Copy out every line of the data that has the word "中津豊前線" somewhere in it.

__Saved data entries__:
**********

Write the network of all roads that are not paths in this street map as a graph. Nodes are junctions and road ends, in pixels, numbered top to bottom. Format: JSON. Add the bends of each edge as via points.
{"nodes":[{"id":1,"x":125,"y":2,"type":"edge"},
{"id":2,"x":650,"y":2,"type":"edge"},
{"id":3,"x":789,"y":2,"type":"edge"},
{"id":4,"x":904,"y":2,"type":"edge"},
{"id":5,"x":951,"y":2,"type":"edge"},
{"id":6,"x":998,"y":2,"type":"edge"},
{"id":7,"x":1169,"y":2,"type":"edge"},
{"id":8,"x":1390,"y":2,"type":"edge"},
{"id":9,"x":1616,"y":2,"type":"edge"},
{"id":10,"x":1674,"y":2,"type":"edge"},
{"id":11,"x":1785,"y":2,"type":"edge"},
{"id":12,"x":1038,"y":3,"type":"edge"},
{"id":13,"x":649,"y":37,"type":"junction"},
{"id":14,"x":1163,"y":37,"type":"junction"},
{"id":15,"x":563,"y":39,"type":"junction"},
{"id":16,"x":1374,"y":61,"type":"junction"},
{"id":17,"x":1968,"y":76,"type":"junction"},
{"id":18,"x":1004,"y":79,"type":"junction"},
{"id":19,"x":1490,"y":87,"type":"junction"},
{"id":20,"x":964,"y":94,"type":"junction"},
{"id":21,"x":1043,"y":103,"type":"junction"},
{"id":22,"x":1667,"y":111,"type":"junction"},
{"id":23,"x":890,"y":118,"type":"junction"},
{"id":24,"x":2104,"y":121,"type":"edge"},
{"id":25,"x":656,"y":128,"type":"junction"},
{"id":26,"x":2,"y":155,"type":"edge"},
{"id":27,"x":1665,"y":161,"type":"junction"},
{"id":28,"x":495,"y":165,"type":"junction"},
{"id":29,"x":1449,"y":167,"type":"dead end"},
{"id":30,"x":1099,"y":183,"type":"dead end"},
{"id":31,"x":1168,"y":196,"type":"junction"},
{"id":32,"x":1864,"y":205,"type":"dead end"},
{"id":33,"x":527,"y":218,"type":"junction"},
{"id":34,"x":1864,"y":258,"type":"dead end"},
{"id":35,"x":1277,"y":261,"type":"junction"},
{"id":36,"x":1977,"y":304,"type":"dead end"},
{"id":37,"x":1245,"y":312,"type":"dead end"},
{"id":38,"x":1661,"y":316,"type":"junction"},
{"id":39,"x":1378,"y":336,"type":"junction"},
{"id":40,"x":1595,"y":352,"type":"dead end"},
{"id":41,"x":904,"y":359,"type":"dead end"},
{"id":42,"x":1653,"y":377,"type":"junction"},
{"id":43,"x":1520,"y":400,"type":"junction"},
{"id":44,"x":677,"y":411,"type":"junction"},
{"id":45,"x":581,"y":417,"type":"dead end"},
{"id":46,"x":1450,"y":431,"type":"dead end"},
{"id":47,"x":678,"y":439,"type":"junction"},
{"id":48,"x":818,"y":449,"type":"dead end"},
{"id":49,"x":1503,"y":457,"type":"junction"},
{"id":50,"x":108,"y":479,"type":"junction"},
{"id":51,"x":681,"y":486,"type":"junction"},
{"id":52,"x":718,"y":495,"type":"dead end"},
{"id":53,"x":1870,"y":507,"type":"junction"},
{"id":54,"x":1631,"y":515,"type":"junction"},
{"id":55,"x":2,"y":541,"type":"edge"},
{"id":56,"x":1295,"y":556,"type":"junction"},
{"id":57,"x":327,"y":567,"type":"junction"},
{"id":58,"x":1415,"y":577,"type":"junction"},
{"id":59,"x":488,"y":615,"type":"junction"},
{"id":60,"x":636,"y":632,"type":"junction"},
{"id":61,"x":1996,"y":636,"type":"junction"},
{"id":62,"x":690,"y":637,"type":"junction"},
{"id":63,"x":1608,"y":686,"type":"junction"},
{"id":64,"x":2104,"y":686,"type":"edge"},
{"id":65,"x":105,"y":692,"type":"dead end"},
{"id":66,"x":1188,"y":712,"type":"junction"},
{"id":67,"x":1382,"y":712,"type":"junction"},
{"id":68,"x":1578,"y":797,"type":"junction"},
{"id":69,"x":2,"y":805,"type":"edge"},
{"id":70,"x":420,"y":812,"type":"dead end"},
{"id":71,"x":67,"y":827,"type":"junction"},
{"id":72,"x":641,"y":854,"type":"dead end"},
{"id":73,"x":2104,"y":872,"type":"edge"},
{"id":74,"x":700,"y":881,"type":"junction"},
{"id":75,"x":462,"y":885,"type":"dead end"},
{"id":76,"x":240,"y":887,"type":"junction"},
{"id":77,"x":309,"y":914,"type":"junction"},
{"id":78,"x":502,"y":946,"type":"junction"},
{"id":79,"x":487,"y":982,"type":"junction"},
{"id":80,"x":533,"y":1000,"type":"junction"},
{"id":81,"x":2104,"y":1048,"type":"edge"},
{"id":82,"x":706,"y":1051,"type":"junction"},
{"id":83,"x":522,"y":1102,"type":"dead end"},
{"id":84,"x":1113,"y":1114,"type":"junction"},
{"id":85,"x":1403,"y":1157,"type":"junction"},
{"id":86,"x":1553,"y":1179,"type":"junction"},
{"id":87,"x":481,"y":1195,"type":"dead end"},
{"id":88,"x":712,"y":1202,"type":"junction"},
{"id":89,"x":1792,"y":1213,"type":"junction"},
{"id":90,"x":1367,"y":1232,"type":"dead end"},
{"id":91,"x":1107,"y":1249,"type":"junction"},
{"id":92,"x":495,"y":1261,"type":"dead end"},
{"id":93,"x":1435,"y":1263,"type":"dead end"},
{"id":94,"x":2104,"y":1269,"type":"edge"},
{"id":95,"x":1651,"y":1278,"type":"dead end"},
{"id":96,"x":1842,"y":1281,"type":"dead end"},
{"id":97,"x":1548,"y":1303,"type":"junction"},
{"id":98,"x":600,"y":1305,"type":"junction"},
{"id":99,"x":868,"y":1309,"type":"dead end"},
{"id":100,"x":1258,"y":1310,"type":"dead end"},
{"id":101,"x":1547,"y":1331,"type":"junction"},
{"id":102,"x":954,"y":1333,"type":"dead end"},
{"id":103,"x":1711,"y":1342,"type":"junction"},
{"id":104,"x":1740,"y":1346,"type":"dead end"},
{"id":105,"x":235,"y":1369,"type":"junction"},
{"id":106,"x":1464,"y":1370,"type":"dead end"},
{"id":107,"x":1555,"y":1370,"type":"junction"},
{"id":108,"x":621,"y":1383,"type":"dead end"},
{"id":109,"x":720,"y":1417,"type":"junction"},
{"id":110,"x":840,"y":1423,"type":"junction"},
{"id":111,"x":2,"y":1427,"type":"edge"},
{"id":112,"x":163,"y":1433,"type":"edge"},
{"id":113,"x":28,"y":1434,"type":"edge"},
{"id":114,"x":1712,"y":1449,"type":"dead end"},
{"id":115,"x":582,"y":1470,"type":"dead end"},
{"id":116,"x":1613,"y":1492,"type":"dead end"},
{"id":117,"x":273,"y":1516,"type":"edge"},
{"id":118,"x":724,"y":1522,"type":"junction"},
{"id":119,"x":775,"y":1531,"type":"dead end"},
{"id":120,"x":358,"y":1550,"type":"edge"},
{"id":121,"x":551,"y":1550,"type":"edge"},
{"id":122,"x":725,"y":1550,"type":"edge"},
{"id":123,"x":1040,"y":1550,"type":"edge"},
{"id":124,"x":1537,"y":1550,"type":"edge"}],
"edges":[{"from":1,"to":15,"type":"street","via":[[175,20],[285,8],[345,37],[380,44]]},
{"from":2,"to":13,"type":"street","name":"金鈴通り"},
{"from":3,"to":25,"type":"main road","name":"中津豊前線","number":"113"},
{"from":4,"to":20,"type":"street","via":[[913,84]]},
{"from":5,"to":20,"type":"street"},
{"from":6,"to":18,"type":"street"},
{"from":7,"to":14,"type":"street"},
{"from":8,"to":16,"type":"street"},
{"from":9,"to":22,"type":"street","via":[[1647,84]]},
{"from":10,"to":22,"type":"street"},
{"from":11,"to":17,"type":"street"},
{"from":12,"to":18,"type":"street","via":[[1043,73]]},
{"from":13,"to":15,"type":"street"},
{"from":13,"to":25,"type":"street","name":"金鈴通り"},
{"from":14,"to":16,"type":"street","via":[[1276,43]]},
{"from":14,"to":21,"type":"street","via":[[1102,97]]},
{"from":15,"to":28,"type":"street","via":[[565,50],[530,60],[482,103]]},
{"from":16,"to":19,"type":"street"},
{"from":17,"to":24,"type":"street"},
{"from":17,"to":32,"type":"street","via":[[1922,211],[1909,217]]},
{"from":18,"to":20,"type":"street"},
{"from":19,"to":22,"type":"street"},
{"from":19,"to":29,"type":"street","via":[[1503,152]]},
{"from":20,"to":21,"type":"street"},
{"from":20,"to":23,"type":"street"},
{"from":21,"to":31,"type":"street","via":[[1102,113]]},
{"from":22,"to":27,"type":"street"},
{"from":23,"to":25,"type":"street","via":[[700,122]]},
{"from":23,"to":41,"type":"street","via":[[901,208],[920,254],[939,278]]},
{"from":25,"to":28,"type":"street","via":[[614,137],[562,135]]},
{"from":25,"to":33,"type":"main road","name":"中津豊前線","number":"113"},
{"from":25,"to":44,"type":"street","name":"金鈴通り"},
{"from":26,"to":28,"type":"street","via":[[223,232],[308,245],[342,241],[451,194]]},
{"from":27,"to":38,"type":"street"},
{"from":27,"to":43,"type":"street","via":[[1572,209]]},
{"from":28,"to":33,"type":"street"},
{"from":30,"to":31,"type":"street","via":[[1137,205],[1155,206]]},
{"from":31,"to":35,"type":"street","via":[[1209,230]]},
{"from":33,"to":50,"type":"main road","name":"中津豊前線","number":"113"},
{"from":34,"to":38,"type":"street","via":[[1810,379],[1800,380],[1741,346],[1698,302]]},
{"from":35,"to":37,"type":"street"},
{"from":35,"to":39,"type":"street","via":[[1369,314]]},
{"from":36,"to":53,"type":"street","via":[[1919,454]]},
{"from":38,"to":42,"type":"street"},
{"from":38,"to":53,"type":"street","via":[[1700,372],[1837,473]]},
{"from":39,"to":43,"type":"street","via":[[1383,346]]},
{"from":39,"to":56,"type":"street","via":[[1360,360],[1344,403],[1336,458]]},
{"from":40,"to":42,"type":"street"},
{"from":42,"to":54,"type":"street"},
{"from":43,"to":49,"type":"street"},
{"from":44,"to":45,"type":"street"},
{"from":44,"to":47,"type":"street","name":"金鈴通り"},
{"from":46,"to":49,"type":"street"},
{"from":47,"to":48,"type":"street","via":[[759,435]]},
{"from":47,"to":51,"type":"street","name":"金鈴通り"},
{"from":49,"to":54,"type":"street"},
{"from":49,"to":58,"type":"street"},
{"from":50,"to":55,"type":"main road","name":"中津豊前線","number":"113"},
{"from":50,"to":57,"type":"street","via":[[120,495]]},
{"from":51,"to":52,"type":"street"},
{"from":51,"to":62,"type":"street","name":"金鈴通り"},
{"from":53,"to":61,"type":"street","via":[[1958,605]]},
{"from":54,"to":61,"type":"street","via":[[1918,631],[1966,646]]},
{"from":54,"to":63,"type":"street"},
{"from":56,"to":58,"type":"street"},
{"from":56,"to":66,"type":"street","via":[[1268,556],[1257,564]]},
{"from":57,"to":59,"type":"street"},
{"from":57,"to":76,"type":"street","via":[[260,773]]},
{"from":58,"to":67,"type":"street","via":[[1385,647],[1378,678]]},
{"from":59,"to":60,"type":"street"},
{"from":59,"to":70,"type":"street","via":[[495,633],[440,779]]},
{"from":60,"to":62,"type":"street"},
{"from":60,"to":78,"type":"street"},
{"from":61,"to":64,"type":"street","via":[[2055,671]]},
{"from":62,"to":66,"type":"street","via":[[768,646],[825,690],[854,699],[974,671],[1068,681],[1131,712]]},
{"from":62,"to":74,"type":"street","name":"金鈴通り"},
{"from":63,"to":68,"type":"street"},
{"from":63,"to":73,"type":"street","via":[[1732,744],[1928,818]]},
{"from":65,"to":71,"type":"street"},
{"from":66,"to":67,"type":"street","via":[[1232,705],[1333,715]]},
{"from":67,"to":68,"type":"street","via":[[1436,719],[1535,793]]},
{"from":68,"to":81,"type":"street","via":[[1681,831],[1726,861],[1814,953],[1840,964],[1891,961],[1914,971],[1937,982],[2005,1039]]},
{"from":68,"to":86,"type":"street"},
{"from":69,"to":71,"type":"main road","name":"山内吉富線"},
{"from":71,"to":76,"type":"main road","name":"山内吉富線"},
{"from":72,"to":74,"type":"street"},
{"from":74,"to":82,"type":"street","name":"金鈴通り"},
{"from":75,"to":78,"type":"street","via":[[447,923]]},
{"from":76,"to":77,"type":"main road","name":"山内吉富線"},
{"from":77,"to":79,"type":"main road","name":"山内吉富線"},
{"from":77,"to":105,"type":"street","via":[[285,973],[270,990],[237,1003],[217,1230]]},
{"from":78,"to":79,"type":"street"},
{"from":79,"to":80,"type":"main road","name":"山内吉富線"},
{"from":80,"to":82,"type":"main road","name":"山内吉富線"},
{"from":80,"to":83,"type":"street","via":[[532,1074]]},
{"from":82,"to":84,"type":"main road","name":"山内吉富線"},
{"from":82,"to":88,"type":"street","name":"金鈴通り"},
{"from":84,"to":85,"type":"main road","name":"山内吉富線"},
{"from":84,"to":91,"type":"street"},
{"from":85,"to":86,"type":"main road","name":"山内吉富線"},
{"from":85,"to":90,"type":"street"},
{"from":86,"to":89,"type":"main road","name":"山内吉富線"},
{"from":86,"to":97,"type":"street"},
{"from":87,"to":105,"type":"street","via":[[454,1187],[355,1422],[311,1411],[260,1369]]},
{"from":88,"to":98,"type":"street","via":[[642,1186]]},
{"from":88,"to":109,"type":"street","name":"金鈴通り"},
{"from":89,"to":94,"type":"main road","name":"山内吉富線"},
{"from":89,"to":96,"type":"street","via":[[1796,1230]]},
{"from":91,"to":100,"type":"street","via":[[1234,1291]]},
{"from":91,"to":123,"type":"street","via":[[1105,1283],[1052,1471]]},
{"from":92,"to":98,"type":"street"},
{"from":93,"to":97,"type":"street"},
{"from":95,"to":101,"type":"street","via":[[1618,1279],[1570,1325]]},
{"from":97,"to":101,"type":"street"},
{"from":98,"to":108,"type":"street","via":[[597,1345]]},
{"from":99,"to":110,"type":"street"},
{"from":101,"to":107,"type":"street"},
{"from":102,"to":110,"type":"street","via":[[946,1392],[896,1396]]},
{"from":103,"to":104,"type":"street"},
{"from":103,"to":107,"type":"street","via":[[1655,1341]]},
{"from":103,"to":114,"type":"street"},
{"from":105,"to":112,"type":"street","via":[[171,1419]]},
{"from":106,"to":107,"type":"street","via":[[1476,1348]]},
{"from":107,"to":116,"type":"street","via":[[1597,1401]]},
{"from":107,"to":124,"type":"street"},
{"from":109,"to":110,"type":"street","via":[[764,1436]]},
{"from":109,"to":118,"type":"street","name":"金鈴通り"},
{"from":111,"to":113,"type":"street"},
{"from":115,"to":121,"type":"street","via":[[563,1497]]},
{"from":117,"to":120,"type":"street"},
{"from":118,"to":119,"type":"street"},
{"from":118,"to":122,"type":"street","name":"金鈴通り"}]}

**********

__ANSWER BOX__:
{"from":3,"to":25,"type":"main road","name":"中津豊前線","number":"113"},
{"from":25,"to":33,"type":"main road","name":"中津豊前線","number":"113"},
{"from":33,"to":50,"type":"main road","name":"中津豊前線","number":"113"},
{"from":50,"to":55,"type":"main road","name":"中津豊前線","number":"113"},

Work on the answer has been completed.